2. The model according to claim 1, characterized in that the fuselage component (1) body comprises a fuselage transverse bulkhead (1-1), a first carbon fiber tube (1-2), a fuselage stringer (1-3), a horizontal bulkhead (1-6), a second carbon fiber tube (1-7), wherein the fuselage transverse bulkhead (1-1) and the first carbon fiber tube (1-2) are arranged inside the fuselage and fixed crosswise, the fuselage transverse bulkhead (1-1) is fixed crosswise with the fuselage stringer (1-3) respectively before and after a step break, and the horizontal bulkhead (1-6) and the second carbon fiber tube (1-7) are fixed crosswise vertically at the tail of the fuselage component (1) for mounting the vertical tail component (5).

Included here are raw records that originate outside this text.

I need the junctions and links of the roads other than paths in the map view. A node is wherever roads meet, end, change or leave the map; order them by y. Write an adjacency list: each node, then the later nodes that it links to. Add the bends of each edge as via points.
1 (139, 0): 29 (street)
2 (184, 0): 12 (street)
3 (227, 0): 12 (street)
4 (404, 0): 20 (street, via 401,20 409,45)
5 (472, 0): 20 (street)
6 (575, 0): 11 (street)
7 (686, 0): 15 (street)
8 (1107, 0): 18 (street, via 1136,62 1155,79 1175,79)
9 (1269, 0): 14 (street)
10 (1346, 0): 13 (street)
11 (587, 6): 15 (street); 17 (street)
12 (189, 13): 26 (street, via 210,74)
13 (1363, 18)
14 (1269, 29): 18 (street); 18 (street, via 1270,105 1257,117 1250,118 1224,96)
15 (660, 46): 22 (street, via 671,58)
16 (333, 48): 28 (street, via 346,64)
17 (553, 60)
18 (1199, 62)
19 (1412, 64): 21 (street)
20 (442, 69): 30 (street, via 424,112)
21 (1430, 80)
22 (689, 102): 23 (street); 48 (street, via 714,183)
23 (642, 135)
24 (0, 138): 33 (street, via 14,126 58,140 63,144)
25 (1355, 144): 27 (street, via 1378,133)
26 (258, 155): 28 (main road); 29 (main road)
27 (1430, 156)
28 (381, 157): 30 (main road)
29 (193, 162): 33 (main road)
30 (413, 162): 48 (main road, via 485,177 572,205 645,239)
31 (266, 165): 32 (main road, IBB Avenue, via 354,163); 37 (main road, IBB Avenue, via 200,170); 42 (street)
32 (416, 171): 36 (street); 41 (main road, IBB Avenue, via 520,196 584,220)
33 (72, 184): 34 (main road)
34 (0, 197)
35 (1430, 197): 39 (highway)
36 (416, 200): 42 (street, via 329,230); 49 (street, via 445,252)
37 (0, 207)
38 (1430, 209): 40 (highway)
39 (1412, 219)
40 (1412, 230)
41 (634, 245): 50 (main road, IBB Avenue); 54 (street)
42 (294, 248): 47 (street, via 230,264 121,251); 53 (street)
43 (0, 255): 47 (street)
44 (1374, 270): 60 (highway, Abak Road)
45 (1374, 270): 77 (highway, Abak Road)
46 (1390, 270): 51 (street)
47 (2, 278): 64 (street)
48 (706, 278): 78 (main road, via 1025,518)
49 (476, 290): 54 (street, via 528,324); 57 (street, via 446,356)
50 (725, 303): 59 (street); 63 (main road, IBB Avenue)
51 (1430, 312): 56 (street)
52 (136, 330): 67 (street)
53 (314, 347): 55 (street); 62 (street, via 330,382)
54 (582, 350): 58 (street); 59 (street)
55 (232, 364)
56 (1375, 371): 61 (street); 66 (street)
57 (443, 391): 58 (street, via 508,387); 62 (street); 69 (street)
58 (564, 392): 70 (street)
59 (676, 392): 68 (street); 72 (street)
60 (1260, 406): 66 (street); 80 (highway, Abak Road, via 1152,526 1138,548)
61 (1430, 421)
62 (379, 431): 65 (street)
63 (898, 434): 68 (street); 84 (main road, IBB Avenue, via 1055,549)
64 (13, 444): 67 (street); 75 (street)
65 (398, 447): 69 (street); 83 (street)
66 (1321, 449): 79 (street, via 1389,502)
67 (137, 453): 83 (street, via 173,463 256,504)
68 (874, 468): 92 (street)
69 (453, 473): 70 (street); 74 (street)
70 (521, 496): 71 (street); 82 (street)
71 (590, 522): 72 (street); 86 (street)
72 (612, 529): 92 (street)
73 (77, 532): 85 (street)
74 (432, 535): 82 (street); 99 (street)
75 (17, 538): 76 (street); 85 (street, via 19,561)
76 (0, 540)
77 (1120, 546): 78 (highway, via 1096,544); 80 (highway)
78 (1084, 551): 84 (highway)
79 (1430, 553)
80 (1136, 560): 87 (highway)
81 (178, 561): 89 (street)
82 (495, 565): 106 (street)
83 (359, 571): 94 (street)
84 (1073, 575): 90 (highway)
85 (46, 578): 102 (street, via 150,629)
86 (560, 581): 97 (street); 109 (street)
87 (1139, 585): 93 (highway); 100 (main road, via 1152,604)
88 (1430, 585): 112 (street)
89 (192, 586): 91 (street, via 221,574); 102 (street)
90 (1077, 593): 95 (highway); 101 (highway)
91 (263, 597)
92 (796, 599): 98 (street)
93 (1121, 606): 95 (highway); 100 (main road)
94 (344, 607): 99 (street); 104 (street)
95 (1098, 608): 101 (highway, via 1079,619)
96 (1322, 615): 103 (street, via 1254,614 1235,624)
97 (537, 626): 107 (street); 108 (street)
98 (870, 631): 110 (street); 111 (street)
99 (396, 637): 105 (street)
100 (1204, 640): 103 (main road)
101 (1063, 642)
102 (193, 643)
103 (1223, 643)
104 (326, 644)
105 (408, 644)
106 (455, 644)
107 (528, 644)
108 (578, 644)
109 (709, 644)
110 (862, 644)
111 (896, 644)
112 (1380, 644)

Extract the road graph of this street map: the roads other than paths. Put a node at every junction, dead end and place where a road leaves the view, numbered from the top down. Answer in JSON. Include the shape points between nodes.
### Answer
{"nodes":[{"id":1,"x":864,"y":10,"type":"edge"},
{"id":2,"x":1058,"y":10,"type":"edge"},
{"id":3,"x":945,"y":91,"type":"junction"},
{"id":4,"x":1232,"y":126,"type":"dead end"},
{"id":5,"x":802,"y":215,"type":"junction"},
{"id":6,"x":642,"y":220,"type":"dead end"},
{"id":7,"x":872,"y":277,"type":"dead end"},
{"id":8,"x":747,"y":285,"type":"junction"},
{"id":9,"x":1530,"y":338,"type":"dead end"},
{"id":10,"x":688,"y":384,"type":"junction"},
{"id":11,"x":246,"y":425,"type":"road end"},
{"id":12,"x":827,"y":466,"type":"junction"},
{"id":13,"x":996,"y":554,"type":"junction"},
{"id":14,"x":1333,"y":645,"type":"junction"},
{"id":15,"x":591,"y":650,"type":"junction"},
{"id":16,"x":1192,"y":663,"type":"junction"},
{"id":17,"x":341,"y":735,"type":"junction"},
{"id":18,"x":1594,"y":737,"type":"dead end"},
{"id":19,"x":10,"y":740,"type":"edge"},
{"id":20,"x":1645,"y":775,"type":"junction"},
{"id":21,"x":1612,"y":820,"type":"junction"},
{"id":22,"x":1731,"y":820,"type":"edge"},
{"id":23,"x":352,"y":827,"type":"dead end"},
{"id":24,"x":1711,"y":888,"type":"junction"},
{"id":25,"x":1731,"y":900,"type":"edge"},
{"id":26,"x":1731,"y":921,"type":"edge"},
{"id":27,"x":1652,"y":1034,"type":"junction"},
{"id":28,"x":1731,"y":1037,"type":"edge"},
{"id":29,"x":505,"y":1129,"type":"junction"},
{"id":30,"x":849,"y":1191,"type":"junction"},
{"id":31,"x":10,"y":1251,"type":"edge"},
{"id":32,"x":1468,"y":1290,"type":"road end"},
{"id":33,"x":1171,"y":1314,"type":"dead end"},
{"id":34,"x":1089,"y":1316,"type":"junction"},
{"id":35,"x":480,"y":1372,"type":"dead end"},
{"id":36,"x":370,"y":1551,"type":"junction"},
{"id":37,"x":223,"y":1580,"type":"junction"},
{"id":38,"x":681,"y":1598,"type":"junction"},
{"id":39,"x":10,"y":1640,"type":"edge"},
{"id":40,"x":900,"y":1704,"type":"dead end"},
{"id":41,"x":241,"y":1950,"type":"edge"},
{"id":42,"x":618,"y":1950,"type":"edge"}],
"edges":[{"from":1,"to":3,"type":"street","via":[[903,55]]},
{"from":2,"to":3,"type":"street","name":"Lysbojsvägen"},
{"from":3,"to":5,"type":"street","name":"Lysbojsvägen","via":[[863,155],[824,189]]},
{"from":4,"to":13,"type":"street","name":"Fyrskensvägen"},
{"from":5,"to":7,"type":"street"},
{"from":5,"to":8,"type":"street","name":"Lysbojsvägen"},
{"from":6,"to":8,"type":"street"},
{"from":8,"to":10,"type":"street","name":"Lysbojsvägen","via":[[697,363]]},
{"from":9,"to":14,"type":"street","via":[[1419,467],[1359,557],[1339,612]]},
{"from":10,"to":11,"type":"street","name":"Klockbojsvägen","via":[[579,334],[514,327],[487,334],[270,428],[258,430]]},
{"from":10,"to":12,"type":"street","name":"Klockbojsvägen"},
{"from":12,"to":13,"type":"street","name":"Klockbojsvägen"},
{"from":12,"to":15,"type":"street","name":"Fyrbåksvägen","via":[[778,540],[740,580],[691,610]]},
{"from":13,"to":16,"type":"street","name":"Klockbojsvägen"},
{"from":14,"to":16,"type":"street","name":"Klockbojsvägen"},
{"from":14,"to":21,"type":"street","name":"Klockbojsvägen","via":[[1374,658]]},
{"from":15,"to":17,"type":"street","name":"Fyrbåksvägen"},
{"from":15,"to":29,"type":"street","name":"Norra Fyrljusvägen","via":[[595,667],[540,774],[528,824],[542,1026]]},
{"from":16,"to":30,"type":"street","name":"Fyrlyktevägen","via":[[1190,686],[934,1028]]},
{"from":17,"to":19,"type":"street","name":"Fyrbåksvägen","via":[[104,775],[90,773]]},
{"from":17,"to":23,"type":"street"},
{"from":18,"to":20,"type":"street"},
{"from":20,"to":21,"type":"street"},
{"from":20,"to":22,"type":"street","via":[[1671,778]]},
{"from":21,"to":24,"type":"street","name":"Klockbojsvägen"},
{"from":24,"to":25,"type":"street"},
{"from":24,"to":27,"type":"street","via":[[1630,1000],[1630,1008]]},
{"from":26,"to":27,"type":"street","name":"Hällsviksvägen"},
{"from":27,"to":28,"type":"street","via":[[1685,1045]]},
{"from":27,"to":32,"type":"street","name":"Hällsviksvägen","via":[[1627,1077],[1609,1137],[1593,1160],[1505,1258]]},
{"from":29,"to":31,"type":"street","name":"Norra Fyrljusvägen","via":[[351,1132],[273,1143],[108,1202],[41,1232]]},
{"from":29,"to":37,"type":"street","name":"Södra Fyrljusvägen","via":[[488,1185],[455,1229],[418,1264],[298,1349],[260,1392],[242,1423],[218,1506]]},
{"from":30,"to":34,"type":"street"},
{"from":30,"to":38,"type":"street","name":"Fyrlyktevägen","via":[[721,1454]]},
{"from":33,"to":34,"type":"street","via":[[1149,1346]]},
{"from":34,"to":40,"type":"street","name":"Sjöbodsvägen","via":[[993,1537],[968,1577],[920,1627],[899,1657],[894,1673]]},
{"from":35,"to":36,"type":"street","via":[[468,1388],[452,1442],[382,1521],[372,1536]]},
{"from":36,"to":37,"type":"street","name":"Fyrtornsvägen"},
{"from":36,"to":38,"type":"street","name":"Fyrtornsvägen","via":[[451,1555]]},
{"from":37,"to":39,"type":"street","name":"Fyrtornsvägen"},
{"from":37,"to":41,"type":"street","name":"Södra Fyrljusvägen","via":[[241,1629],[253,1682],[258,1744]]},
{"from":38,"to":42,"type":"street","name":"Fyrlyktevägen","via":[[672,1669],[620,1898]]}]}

3. A model according to claim 1, characterized in that the fuselage transverse formers (1-1) are distributed uniformly over the length of the fuselage, with a suitably reduced spacing near the centre of gravity.

4. The model according to claim 1, characterized in that the wing part (2) comprises a third carbon fiber tube (2-1), a wing bulkhead (2-2) and a wing-body connection bulkhead (2-3), wherein the wing-body connection bulkhead (2-3) is connected with the body part (1), the third carbon fiber tube (2-1) is transversely arranged, two ends of the third carbon fiber tube are respectively connected with two ends of the wing part (2), and the wing bulkhead (2-2) of the aviation laminate is fixed with the third carbon fiber tube (2-1) in a crossing manner.

5. The model of claim 4, wherein the pontoon parts (4) comprise a flap spacer frame (4-1), 2 pontoon wooden blocks (4-2), a fourth carbon fiber pipe (4-3) and a wing pontoon wooden block (4-4), wherein the flap spacer frame (4-1) and the 2 pontoon wooden blocks (4-2) are bonded, the pontoon wooden block (4-2) is connected to the wing pontoon wooden block (4-4) through the fourth carbon fiber pipe (4-3), and the wing pontoon wooden block (4-4) is bonded to the intersection position of the wing spacer frame (2-2) and the third carbon fiber pipe (2-1).

6. A former according to claim 1, characterised in that the vertical fin member (5) is formed by the crosswise fixing of 2 fifth carbon fibre tubes (5-1) and a vertical fin box (5-2) of an aerospace laminate; the fifth carbon fiber tube (5-1) is connected to the body member (1) by being inserted into the second carbon fiber tube (1-7).

7. A former according to claim 1, characterised in that the horizontal tail member (6) is formed by 2 sixth carbon fibre tubes (6-1) secured across the aircraft laminate vertical tail former (6-2) and horizontal tail vertical tail former (6-3).

8. The model according to claim 1, wherein the upper surface of the fuselage component (1) is 2 layers of carbon fiber 1 layer glass fiber reinforced plastic composite fuselage upper skin (1-9), the lower surface of the fuselage component (1) is 3 layers of carbon fiber 1 layer glass fiber reinforced plastic composite fuselage lower skin (1-10), the surface of the wing component (2) is 2 layers of carbon fiber composite wing skin (2-7), the surface of the bulge component (7) is 2 layers of carbon fiber 1 layer glass fiber reinforced plastic composite bulge skin (7-2), and the surface of the horizontal tail component (6) is 1 layer of carbon fiber composite horizontal tail skin (6-4); the surface of the float bowl part (4) is provided with 2 layers of float bowl skins (4-5) made of carbon fiber composite materials, and the surface of the flap part (3) is provided with 2 layers of flap skins (2-6) made of carbon fiber composite materials.